WORKING DATA below:

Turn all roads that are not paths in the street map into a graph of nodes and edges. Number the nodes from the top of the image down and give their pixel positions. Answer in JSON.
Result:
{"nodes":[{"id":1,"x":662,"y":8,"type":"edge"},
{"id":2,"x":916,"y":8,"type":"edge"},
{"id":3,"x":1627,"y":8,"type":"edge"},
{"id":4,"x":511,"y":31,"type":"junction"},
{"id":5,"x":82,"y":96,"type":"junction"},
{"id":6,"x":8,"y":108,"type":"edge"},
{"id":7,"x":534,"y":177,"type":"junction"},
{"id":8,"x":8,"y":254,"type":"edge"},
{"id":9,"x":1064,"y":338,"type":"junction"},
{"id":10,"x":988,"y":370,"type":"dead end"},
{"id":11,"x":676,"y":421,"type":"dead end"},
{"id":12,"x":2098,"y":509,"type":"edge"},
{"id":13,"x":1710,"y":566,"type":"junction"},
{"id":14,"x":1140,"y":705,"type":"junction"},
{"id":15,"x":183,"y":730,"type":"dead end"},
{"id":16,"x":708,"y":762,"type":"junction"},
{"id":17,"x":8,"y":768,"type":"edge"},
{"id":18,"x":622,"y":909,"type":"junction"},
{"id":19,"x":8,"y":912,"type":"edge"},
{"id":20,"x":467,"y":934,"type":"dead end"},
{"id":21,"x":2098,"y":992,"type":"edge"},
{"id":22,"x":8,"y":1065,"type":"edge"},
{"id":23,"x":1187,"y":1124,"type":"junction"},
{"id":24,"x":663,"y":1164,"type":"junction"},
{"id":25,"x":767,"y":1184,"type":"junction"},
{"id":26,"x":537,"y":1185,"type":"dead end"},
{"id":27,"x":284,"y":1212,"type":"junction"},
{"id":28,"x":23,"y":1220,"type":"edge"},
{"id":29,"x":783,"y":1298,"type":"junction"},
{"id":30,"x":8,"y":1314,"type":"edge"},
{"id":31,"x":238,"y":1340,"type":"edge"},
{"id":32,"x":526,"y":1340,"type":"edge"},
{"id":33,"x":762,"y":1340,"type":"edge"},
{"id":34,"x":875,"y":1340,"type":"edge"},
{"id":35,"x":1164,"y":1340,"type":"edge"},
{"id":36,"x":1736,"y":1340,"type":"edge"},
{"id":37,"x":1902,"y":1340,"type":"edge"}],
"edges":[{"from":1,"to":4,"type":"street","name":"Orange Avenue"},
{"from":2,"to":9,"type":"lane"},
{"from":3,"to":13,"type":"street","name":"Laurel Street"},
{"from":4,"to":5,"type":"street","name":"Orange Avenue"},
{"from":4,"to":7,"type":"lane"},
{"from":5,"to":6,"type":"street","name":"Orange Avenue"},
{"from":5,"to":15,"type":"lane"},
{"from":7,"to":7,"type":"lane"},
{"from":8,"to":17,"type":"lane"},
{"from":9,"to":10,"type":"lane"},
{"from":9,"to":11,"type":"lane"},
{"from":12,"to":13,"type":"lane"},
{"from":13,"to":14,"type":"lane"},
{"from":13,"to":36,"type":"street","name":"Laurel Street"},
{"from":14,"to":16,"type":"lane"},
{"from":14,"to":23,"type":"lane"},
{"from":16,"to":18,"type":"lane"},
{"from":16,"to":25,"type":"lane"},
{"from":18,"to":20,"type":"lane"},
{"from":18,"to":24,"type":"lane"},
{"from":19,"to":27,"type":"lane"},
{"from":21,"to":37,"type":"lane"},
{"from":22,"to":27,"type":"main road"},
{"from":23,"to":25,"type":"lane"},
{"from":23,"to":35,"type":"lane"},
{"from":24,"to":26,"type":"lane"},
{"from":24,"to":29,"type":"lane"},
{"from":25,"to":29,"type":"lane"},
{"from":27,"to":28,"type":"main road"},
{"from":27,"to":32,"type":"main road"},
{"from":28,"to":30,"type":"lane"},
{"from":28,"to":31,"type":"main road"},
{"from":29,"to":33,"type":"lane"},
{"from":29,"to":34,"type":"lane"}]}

End of WORKING DATA.

• _EXERCISE AIM_: Copy out the entire listing above exactly.

• _ANSWER TO THIS TASK_:
Turn all roads that are not paths in the street map into a graph of nodes and edges. Number the nodes from the top of the image down and give their pixel positions. Answer in JSON.
Result:
{"nodes":[{"id":1,"x":662,"y":8,"type":"edge"},
{"id":2,"x":916,"y":8,"type":"edge"},
{"id":3,"x":1627,"y":8,"type":"edge"},
{"id":4,"x":511,"y":31,"type":"junction"},
{"id":5,"x":82,"y":96,"type":"junction"},
{"id":6,"x":8,"y":108,"type":"edge"},
{"id":7,"x":534,"y":177,"type":"junction"},
{"id":8,"x":8,"y":254,"type":"edge"},
{"id":9,"x":1064,"y":338,"type":"junction"},
{"id":10,"x":988,"y":370,"type":"dead end"},
{"id":11,"x":676,"y":421,"type":"dead end"},
{"id":12,"x":2098,"y":509,"type":"edge"},
{"id":13,"x":1710,"y":566,"type":"junction"},
{"id":14,"x":1140,"y":705,"type":"junction"},
{"id":15,"x":183,"y":730,"type":"dead end"},
{"id":16,"x":708,"y":762,"type":"junction"},
{"id":17,"x":8,"y":768,"type":"edge"},
{"id":18,"x":622,"y":909,"type":"junction"},
{"id":19,"x":8,"y":912,"type":"edge"},
{"id":20,"x":467,"y":934,"type":"dead end"},
{"id":21,"x":2098,"y":992,"type":"edge"},
{"id":22,"x":8,"y":1065,"type":"edge"},
{"id":23,"x":1187,"y":1124,"type":"junction"},
{"id":24,"x":663,"y":1164,"type":"junction"},
{"id":25,"x":767,"y":1184,"type":"junction"},
{"id":26,"x":537,"y":1185,"type":"dead end"},
{"id":27,"x":284,"y":1212,"type":"junction"},
{"id":28,"x":23,"y":1220,"type":"edge"},
{"id":29,"x":783,"y":1298,"type":"junction"},
{"id":30,"x":8,"y":1314,"type":"edge"},
{"id":31,"x":238,"y":1340,"type":"edge"},
{"id":32,"x":526,"y":1340,"type":"edge"},
{"id":33,"x":762,"y":1340,"type":"edge"},
{"id":34,"x":875,"y":1340,"type":"edge"},
{"id":35,"x":1164,"y":1340,"type":"edge"},
{"id":36,"x":1736,"y":1340,"type":"edge"},
{"id":37,"x":1902,"y":1340,"type":"edge"}],
"edges":[{"from":1,"to":4,"type":"street","name":"Orange Avenue"},
{"from":2,"to":9,"type":"lane"},
{"from":3,"to":13,"type":"street","name":"Laurel Street"},
{"from":4,"to":5,"type":"street","name":"Orange Avenue"},
{"from":4,"to":7,"type":"lane"},
{"from":5,"to":6,"type":"street","name":"Orange Avenue"},
{"from":5,"to":15,"type":"lane"},
{"from":7,"to":7,"type":"lane"},
{"from":8,"to":17,"type":"lane"},
{"from":9,"to":10,"type":"lane"},
{"from":9,"to":11,"type":"lane"},
{"from":12,"to":13,"type":"lane"},
{"from":13,"to":14,"type":"lane"},
{"from":13,"to":36,"type":"street","name":"Laurel Street"},
{"from":14,"to":16,"type":"lane"},
{"from":14,"to":23,"type":"lane"},
{"from":16,"to":18,"type":"lane"},
{"from":16,"to":25,"type":"lane"},
{"from":18,"to":20,"type":"lane"},
{"from":18,"to":24,"type":"lane"},
{"from":19,"to":27,"type":"lane"},
{"from":21,"to":37,"type":"lane"},
{"from":22,"to":27,"type":"main road"},
{"from":23,"to":25,"type":"lane"},
{"from":23,"to":35,"type":"lane"},
{"from":24,"to":26,"type":"lane"},
{"from":24,"to":29,"type":"lane"},
{"from":25,"to":29,"type":"lane"},
{"from":27,"to":28,"type":"main road"},
{"from":27,"to":32,"type":"main road"},
{"from":28,"to":30,"type":"lane"},
{"from":28,"to":31,"type":"main road"},
{"from":29,"to":33,"type":"lane"},
{"from":29,"to":34,"type":"lane"}]}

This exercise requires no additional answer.